Dataset entries
###

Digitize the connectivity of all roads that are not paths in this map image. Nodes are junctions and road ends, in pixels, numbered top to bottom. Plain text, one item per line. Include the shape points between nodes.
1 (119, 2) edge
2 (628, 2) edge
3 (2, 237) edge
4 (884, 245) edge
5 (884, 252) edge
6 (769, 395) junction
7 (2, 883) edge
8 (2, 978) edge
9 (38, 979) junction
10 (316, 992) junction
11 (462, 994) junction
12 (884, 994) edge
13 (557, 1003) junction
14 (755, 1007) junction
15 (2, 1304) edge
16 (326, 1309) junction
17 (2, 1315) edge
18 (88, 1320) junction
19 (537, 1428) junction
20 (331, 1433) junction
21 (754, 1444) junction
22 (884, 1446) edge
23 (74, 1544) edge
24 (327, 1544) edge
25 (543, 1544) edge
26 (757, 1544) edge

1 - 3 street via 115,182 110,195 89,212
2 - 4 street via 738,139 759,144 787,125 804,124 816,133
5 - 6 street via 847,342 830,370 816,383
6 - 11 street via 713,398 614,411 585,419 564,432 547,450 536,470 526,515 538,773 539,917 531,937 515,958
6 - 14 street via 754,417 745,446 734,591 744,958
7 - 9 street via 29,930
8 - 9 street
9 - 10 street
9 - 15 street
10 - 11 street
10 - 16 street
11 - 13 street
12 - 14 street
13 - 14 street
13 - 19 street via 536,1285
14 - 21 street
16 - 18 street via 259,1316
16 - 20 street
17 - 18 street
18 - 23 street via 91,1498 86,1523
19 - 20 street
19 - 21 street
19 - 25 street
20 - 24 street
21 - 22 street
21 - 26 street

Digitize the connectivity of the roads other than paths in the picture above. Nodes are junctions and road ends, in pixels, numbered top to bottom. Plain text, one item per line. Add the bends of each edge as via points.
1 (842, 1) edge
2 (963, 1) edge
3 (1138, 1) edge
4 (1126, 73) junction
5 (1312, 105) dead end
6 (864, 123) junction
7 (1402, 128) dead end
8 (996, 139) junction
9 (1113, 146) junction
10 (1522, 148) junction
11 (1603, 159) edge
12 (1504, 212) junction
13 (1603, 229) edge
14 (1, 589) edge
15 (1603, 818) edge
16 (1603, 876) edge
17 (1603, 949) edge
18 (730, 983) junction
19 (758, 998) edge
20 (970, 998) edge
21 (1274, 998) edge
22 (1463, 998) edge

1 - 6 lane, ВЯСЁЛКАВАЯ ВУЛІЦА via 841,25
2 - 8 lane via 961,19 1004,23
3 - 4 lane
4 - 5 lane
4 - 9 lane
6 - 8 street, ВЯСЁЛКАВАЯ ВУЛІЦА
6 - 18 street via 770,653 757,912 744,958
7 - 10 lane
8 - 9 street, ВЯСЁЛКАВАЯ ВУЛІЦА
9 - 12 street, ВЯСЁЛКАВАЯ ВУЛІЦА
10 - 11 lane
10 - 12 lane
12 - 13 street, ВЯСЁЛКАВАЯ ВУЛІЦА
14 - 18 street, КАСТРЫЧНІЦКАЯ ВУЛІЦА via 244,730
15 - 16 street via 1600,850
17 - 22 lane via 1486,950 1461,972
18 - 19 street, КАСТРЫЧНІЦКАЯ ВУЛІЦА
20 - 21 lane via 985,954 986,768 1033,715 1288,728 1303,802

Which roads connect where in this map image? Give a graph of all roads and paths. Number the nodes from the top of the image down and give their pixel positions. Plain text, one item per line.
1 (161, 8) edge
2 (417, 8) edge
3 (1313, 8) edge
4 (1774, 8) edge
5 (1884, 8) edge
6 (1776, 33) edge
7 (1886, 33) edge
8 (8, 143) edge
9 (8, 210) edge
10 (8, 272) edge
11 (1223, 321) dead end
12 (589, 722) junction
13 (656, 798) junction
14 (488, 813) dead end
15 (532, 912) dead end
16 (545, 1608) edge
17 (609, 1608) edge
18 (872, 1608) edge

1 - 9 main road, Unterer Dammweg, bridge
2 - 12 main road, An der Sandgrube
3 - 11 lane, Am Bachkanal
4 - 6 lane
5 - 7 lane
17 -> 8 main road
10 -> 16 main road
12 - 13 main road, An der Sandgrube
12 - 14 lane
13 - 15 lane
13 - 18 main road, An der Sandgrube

###

Your task is to reproduce all of the records exactly.

Digitize the connectivity of all roads that are not paths in this map image. Nodes are junctions and road ends, in pixels, numbered top to bottom. Plain text, one item per line. Include the shape points between nodes.
1 (119, 2) edge
2 (628, 2) edge
3 (2, 237) edge
4 (884, 245) edge
5 (884, 252) edge
6 (769, 395) junction
7 (2, 883) edge
8 (2, 978) edge
9 (38, 979) junction
10 (316, 992) junction
11 (462, 994) junction
12 (884, 994) edge
13 (557, 1003) junction
14 (755, 1007) junction
15 (2, 1304) edge
16 (326, 1309) junction
17 (2, 1315) edge
18 (88, 1320) junction
19 (537, 1428) junction
20 (331, 1433) junction
21 (754, 1444) junction
22 (884, 1446) edge
23 (74, 1544) edge
24 (327, 1544) edge
25 (543, 1544) edge
26 (757, 1544) edge

1 - 3 street via 115,182 110,195 89,212
2 - 4 street via 738,139 759,144 787,125 804,124 816,133
5 - 6 street via 847,342 830,370 816,383
6 - 11 street via 713,398 614,411 585,419 564,432 547,450 536,470 526,515 538,773 539,917 531,937 515,958
6 - 14 street via 754,417 745,446 734,591 744,958
7 - 9 street via 29,930
8 - 9 street
9 - 10 street
9 - 15 street
10 - 11 street
10 - 16 street
11 - 13 street
12 - 14 street
13 - 14 street
13 - 19 street via 536,1285
14 - 21 street
16 - 18 street via 259,1316
16 - 20 street
17 - 18 street
18 - 23 street via 91,1498 86,1523
19 - 20 street
19 - 21 street
19 - 25 street
20 - 24 street
21 - 22 street
21 - 26 street

Digitize the connectivity of the roads other than paths in the picture above. Nodes are junctions and road ends, in pixels, numbered top to bottom. Plain text, one item per line. Add the bends of each edge as via points.
1 (842, 1) edge
2 (963, 1) edge
3 (1138, 1) edge
4 (1126, 73) junction
5 (1312, 105) dead end
6 (864, 123) junction
7 (1402, 128) dead end
8 (996, 139) junction
9 (1113, 146) junction
10 (1522, 148) junction
11 (1603, 159) edge
12 (1504, 212) junction
13 (1603, 229) edge
14 (1, 589) edge
15 (1603, 818) edge
16 (1603, 876) edge
17 (1603, 949) edge
18 (730, 983) junction
19 (758, 998) edge
20 (970, 998) edge
21 (1274, 998) edge
22 (1463, 998) edge

1 - 6 lane, ВЯСЁЛКАВАЯ ВУЛІЦА via 841,25
2 - 8 lane via 961,19 1004,23
3 - 4 lane
4 - 5 lane
4 - 9 lane
6 - 8 street, ВЯСЁЛКАВАЯ ВУЛІЦА
6 - 18 street via 770,653 757,912 744,958
7 - 10 lane
8 - 9 street, ВЯСЁЛКАВАЯ ВУЛІЦА
9 - 12 street, ВЯСЁЛКАВАЯ ВУЛІЦА
10 - 11 lane
10 - 12 lane
12 - 13 street, ВЯСЁЛКАВАЯ ВУЛІЦА
14 - 18 street, КАСТРЫЧНІЦКАЯ ВУЛІЦА via 244,730
15 - 16 street via 1600,850
17 - 22 lane via 1486,950 1461,972
18 - 19 street, КАСТРЫЧНІЦКАЯ ВУЛІЦА
20 - 21 lane via 985,954 986,768 1033,715 1288,728 1303,802

Which roads connect where in this map image? Give a graph of all roads and paths. Number the nodes from the top of the image down and give their pixel positions. Plain text, one item per line.
1 (161, 8) edge
2 (417, 8) edge
3 (1313, 8) edge
4 (1774, 8) edge
5 (1884, 8) edge
6 (1776, 33) edge
7 (1886, 33) edge
8 (8, 143) edge
9 (8, 210) edge
10 (8, 272) edge
11 (1223, 321) dead end
12 (589, 722) junction
13 (656, 798) junction
14 (488, 813) dead end
15 (532, 912) dead end
16 (545, 1608) edge
17 (609, 1608) edge
18 (872, 1608) edge

1 - 9 main road, Unterer Dammweg, bridge
2 - 12 main road, An der Sandgrube
3 - 11 lane, Am Bachkanal
4 - 6 lane
5 - 7 lane
17 -> 8 main road
10 -> 16 main road
12 - 13 main road, An der Sandgrube
12 - 14 lane
13 - 15 lane
13 - 18 main road, An der Sandgrube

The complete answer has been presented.